**Directions for this task**
Take the listing below and print exactly the lines starting at the line containing "ring tip: (234, 246)" and ending at the line containing "pinky tip: (382, 287)", both ends included, and no others.

---- Given records

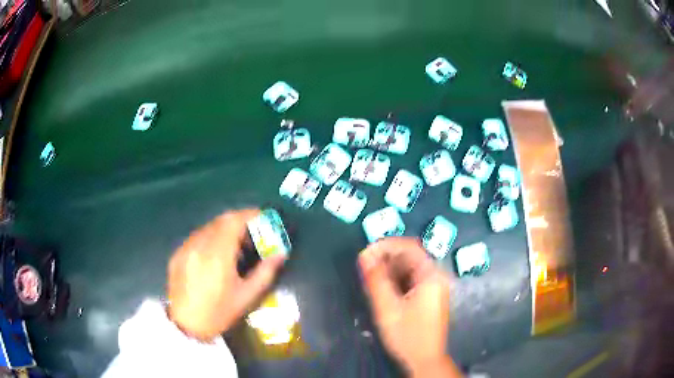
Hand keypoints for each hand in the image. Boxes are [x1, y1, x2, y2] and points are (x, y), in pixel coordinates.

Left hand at [167, 209, 285, 340]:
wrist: (186, 325)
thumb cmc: (219, 313)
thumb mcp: (247, 296)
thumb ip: (265, 272)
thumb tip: (280, 253)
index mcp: (217, 254)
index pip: (233, 221)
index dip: (249, 214)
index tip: (262, 217)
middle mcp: (199, 245)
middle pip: (220, 220)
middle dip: (239, 221)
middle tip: (251, 233)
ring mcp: (185, 248)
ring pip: (208, 227)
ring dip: (224, 229)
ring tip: (234, 246)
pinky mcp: (177, 254)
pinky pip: (197, 237)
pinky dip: (210, 238)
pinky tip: (214, 256)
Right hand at [359, 237, 458, 375]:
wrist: (425, 359)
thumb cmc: (408, 335)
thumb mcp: (388, 308)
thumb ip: (376, 280)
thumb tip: (364, 255)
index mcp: (431, 275)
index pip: (409, 246)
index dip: (386, 245)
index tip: (366, 252)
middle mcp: (435, 276)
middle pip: (410, 256)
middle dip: (386, 257)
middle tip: (365, 266)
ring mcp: (434, 286)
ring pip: (410, 268)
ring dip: (389, 268)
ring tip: (370, 277)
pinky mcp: (429, 296)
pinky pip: (411, 279)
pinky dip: (396, 279)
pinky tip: (382, 287)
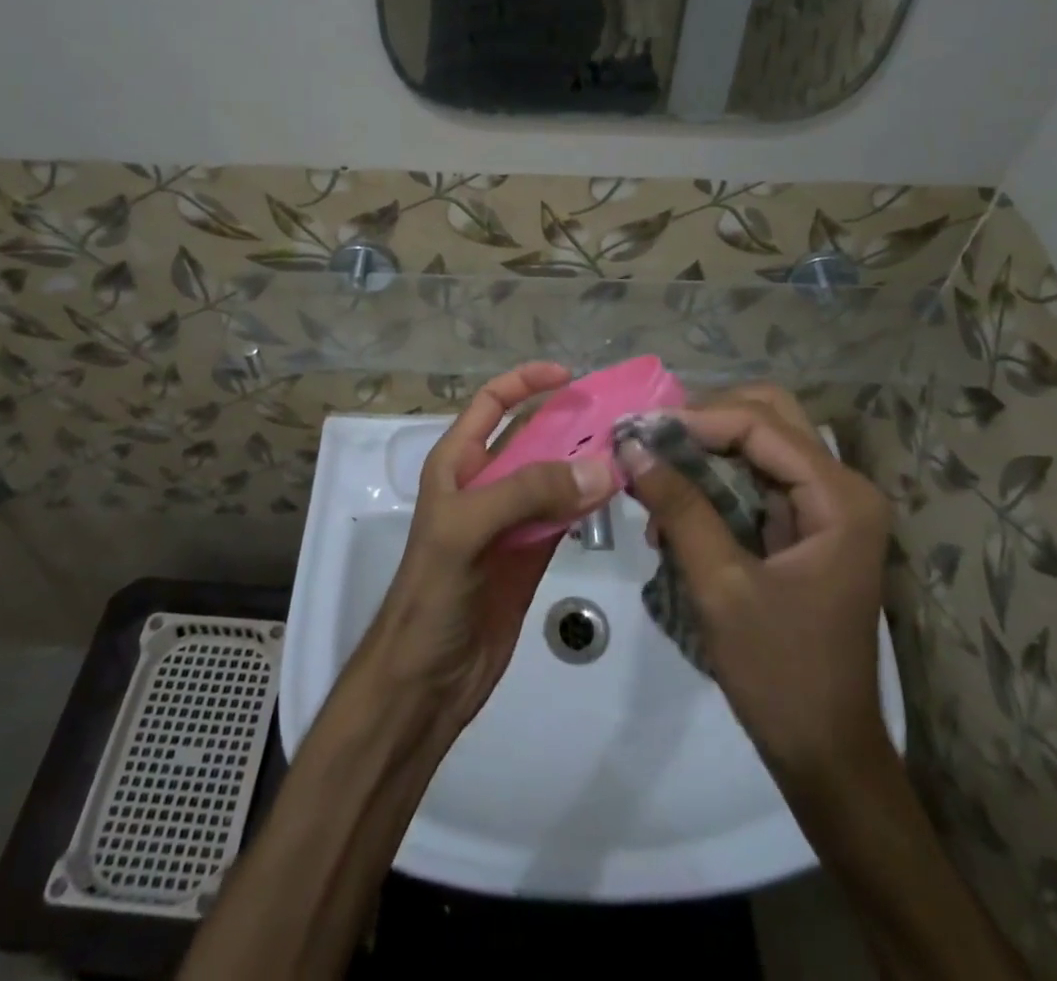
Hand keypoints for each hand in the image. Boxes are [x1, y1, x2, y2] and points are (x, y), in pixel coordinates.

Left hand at [357, 363, 617, 739]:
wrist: (425, 680)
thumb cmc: (431, 594)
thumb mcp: (467, 530)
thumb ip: (529, 493)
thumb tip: (603, 467)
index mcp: (456, 463)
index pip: (491, 404)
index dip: (526, 382)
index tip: (571, 376)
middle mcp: (485, 483)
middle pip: (532, 436)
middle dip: (571, 420)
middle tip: (621, 414)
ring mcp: (511, 520)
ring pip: (555, 476)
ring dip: (587, 462)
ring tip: (631, 448)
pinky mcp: (532, 554)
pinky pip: (565, 515)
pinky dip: (590, 503)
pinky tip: (619, 494)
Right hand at [618, 385, 892, 786]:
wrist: (825, 753)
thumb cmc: (781, 673)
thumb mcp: (721, 586)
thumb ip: (679, 509)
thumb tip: (632, 447)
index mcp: (839, 497)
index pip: (760, 424)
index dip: (696, 419)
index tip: (638, 433)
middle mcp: (840, 488)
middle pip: (767, 416)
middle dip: (705, 421)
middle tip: (651, 442)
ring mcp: (825, 506)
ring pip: (758, 443)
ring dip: (704, 450)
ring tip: (653, 475)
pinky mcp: (804, 527)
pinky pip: (754, 478)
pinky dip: (712, 480)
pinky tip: (672, 509)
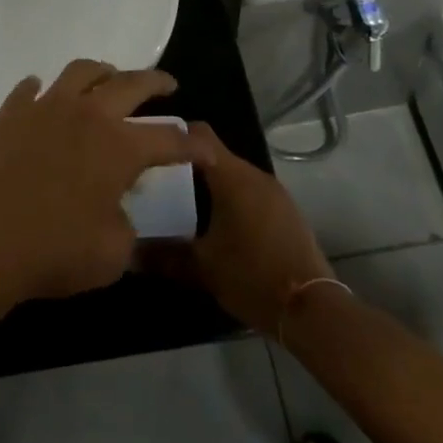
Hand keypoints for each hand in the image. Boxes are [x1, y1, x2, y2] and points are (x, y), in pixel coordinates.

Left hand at [0, 60, 214, 304]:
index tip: (204, 147)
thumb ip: (125, 227)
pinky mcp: (9, 115)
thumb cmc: (53, 251)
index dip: (191, 144)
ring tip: (109, 77)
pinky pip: (28, 89)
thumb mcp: (111, 255)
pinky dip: (40, 89)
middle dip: (155, 82)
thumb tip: (116, 212)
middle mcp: (87, 115)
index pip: (168, 139)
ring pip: (80, 71)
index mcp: (120, 146)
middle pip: (130, 84)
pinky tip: (40, 93)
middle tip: (166, 85)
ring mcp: (45, 108)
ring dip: (102, 71)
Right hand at [144, 137, 331, 335]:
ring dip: (209, 185)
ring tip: (181, 204)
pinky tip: (215, 225)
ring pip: (233, 175)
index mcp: (232, 176)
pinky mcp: (286, 213)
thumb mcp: (201, 267)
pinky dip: (230, 200)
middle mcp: (255, 175)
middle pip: (215, 154)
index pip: (198, 133)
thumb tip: (129, 252)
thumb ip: (162, 255)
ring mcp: (275, 193)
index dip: (172, 135)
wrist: (312, 309)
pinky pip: (250, 193)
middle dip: (187, 164)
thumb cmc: (251, 275)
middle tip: (157, 182)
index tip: (148, 147)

--------

**Response area**
ring tip: (234, 246)
pinky mcp: (177, 254)
pinky pip: (197, 237)
pinky dip: (210, 238)
pinky tip: (214, 256)
Right hand at [359, 237, 458, 375]:
wrist: (425, 359)
thumb cmc: (408, 335)
thumb mcp: (388, 308)
thumb ip: (376, 280)
thumb tip: (364, 255)
index mcp: (431, 275)
index pip: (409, 246)
index dip: (386, 245)
index tip: (366, 252)
middle mcp: (435, 276)
middle pip: (410, 256)
middle dip: (386, 257)
middle tip: (365, 266)
ring mcp: (434, 286)
ring pip: (410, 268)
ring dip: (389, 268)
ring tip: (370, 277)
pinky mcp: (429, 296)
pinky pip: (411, 279)
pinky dip: (396, 279)
pinky tip: (382, 287)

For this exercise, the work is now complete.